(EXERCISE PROMPT) Write the records out again, exactly.

(RECORDS TO USE)
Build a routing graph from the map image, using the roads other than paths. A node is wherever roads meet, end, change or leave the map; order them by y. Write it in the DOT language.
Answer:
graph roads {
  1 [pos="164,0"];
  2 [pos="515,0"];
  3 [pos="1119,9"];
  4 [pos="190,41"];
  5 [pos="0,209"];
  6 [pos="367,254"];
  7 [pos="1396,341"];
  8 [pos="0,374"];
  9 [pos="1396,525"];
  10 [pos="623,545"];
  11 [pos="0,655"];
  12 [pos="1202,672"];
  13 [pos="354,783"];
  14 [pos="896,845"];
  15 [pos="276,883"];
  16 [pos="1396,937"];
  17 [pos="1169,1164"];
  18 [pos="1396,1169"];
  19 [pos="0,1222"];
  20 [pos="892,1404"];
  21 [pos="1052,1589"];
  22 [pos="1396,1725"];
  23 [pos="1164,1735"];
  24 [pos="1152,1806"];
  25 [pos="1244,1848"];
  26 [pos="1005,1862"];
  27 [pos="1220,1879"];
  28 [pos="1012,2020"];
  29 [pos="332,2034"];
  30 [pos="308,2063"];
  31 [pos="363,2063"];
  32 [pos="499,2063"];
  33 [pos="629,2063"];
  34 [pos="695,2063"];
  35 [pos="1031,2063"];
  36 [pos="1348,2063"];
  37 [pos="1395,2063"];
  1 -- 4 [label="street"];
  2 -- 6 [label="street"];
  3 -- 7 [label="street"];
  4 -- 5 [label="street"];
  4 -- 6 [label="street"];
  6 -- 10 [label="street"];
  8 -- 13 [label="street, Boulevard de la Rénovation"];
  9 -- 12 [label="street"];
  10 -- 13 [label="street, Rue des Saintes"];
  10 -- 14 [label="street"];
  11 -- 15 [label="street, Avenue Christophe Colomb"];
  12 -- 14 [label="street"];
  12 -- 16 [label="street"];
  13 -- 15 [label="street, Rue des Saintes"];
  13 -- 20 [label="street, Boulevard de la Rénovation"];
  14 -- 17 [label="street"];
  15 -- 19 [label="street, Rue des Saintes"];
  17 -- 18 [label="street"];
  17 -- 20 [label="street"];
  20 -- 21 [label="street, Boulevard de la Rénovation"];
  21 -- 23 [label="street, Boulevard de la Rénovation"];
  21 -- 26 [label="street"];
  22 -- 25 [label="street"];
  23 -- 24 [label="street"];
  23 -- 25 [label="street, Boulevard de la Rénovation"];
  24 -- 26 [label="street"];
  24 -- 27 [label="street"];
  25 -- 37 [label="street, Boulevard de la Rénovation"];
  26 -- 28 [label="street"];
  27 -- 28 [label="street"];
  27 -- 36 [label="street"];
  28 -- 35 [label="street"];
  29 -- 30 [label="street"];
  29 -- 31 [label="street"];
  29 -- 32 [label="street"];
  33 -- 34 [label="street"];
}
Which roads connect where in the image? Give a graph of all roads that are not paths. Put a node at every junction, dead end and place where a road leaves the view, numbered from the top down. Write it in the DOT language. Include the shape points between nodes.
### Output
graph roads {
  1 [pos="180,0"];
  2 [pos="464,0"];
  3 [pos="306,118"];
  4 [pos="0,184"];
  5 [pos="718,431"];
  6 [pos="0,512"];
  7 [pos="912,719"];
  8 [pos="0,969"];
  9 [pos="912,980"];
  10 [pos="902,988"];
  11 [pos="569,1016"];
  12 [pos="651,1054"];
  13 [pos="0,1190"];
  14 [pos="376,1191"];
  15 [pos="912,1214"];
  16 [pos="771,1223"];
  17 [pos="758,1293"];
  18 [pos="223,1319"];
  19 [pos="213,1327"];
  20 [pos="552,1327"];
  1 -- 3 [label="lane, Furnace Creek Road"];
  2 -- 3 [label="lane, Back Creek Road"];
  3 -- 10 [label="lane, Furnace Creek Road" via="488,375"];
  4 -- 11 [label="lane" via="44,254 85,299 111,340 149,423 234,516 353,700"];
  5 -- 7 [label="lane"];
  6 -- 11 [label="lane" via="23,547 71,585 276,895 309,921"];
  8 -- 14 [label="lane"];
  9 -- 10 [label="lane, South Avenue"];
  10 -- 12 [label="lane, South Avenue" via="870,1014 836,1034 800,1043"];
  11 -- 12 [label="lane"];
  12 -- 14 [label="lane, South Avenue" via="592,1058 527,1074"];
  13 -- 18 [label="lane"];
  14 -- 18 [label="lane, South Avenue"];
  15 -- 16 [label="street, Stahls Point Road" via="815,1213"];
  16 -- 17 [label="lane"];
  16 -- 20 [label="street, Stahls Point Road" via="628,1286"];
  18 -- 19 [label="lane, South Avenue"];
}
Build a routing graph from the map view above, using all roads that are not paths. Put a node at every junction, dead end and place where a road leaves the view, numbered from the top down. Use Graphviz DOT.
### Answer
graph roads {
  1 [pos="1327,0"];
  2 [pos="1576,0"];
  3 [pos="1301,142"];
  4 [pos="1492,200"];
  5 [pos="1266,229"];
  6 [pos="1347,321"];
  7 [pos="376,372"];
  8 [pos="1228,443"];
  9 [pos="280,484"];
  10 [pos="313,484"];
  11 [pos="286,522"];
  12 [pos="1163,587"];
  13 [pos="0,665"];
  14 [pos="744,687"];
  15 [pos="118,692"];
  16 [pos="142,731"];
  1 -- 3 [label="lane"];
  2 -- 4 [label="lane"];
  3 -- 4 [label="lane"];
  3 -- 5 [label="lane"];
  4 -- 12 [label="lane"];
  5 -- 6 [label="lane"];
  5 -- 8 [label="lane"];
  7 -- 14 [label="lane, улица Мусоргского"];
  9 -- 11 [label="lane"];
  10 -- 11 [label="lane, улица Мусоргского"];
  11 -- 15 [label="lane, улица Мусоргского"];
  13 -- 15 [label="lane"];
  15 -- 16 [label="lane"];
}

(RESPONSE BELOW)
Build a routing graph from the map image, using the roads other than paths. A node is wherever roads meet, end, change or leave the map; order them by y. Write it in the DOT language.
Answer:
graph roads {
  1 [pos="164,0"];
  2 [pos="515,0"];
  3 [pos="1119,9"];
  4 [pos="190,41"];
  5 [pos="0,209"];
  6 [pos="367,254"];
  7 [pos="1396,341"];
  8 [pos="0,374"];
  9 [pos="1396,525"];
  10 [pos="623,545"];
  11 [pos="0,655"];
  12 [pos="1202,672"];
  13 [pos="354,783"];
  14 [pos="896,845"];
  15 [pos="276,883"];
  16 [pos="1396,937"];
  17 [pos="1169,1164"];
  18 [pos="1396,1169"];
  19 [pos="0,1222"];
  20 [pos="892,1404"];
  21 [pos="1052,1589"];
  22 [pos="1396,1725"];
  23 [pos="1164,1735"];
  24 [pos="1152,1806"];
  25 [pos="1244,1848"];
  26 [pos="1005,1862"];
  27 [pos="1220,1879"];
  28 [pos="1012,2020"];
  29 [pos="332,2034"];
  30 [pos="308,2063"];
  31 [pos="363,2063"];
  32 [pos="499,2063"];
  33 [pos="629,2063"];
  34 [pos="695,2063"];
  35 [pos="1031,2063"];
  36 [pos="1348,2063"];
  37 [pos="1395,2063"];
  1 -- 4 [label="street"];
  2 -- 6 [label="street"];
  3 -- 7 [label="street"];
  4 -- 5 [label="street"];
  4 -- 6 [label="street"];
  6 -- 10 [label="street"];
  8 -- 13 [label="street, Boulevard de la Rénovation"];
  9 -- 12 [label="street"];
  10 -- 13 [label="street, Rue des Saintes"];
  10 -- 14 [label="street"];
  11 -- 15 [label="street, Avenue Christophe Colomb"];
  12 -- 14 [label="street"];
  12 -- 16 [label="street"];
  13 -- 15 [label="street, Rue des Saintes"];
  13 -- 20 [label="street, Boulevard de la Rénovation"];
  14 -- 17 [label="street"];
  15 -- 19 [label="street, Rue des Saintes"];
  17 -- 18 [label="street"];
  17 -- 20 [label="street"];
  20 -- 21 [label="street, Boulevard de la Rénovation"];
  21 -- 23 [label="street, Boulevard de la Rénovation"];
  21 -- 26 [label="street"];
  22 -- 25 [label="street"];
  23 -- 24 [label="street"];
  23 -- 25 [label="street, Boulevard de la Rénovation"];
  24 -- 26 [label="street"];
  24 -- 27 [label="street"];
  25 -- 37 [label="street, Boulevard de la Rénovation"];
  26 -- 28 [label="street"];
  27 -- 28 [label="street"];
  27 -- 36 [label="street"];
  28 -- 35 [label="street"];
  29 -- 30 [label="street"];
  29 -- 31 [label="street"];
  29 -- 32 [label="street"];
  33 -- 34 [label="street"];
}
Which roads connect where in the image? Give a graph of all roads that are not paths. Put a node at every junction, dead end and place where a road leaves the view, numbered from the top down. Write it in the DOT language. Include the shape points between nodes.
### Output
graph roads {
  1 [pos="180,0"];
  2 [pos="464,0"];
  3 [pos="306,118"];
  4 [pos="0,184"];
  5 [pos="718,431"];
  6 [pos="0,512"];
  7 [pos="912,719"];
  8 [pos="0,969"];
  9 [pos="912,980"];
  10 [pos="902,988"];
  11 [pos="569,1016"];
  12 [pos="651,1054"];
  13 [pos="0,1190"];
  14 [pos="376,1191"];
  15 [pos="912,1214"];
  16 [pos="771,1223"];
  17 [pos="758,1293"];
  18 [pos="223,1319"];
  19 [pos="213,1327"];
  20 [pos="552,1327"];
  1 -- 3 [label="lane, Furnace Creek Road"];
  2 -- 3 [label="lane, Back Creek Road"];
  3 -- 10 [label="lane, Furnace Creek Road" via="488,375"];
  4 -- 11 [label="lane" via="44,254 85,299 111,340 149,423 234,516 353,700"];
  5 -- 7 [label="lane"];
  6 -- 11 [label="lane" via="23,547 71,585 276,895 309,921"];
  8 -- 14 [label="lane"];
  9 -- 10 [label="lane, South Avenue"];
  10 -- 12 [label="lane, South Avenue" via="870,1014 836,1034 800,1043"];
  11 -- 12 [label="lane"];
  12 -- 14 [label="lane, South Avenue" via="592,1058 527,1074"];
  13 -- 18 [label="lane"];
  14 -- 18 [label="lane, South Avenue"];
  15 -- 16 [label="street, Stahls Point Road" via="815,1213"];
  16 -- 17 [label="lane"];
  16 -- 20 [label="street, Stahls Point Road" via="628,1286"];
  18 -- 19 [label="lane, South Avenue"];
}
Build a routing graph from the map view above, using all roads that are not paths. Put a node at every junction, dead end and place where a road leaves the view, numbered from the top down. Use Graphviz DOT.
### Answer
graph roads {
  1 [pos="1327,0"];
  2 [pos="1576,0"];
  3 [pos="1301,142"];
  4 [pos="1492,200"];
  5 [pos="1266,229"];
  6 [pos="1347,321"];
  7 [pos="376,372"];
  8 [pos="1228,443"];
  9 [pos="280,484"];
  10 [pos="313,484"];
  11 [pos="286,522"];
  12 [pos="1163,587"];
  13 [pos="0,665"];
  14 [pos="744,687"];
  15 [pos="118,692"];
  16 [pos="142,731"];
  1 -- 3 [label="lane"];
  2 -- 4 [label="lane"];
  3 -- 4 [label="lane"];
  3 -- 5 [label="lane"];
  4 -- 12 [label="lane"];
  5 -- 6 [label="lane"];
  5 -- 8 [label="lane"];
  7 -- 14 [label="lane, улица Мусоргского"];
  9 -- 11 [label="lane"];
  10 -- 11 [label="lane, улица Мусоргского"];
  11 -- 15 [label="lane, улица Мусоргского"];
  13 -- 15 [label="lane"];
  15 -- 16 [label="lane"];
}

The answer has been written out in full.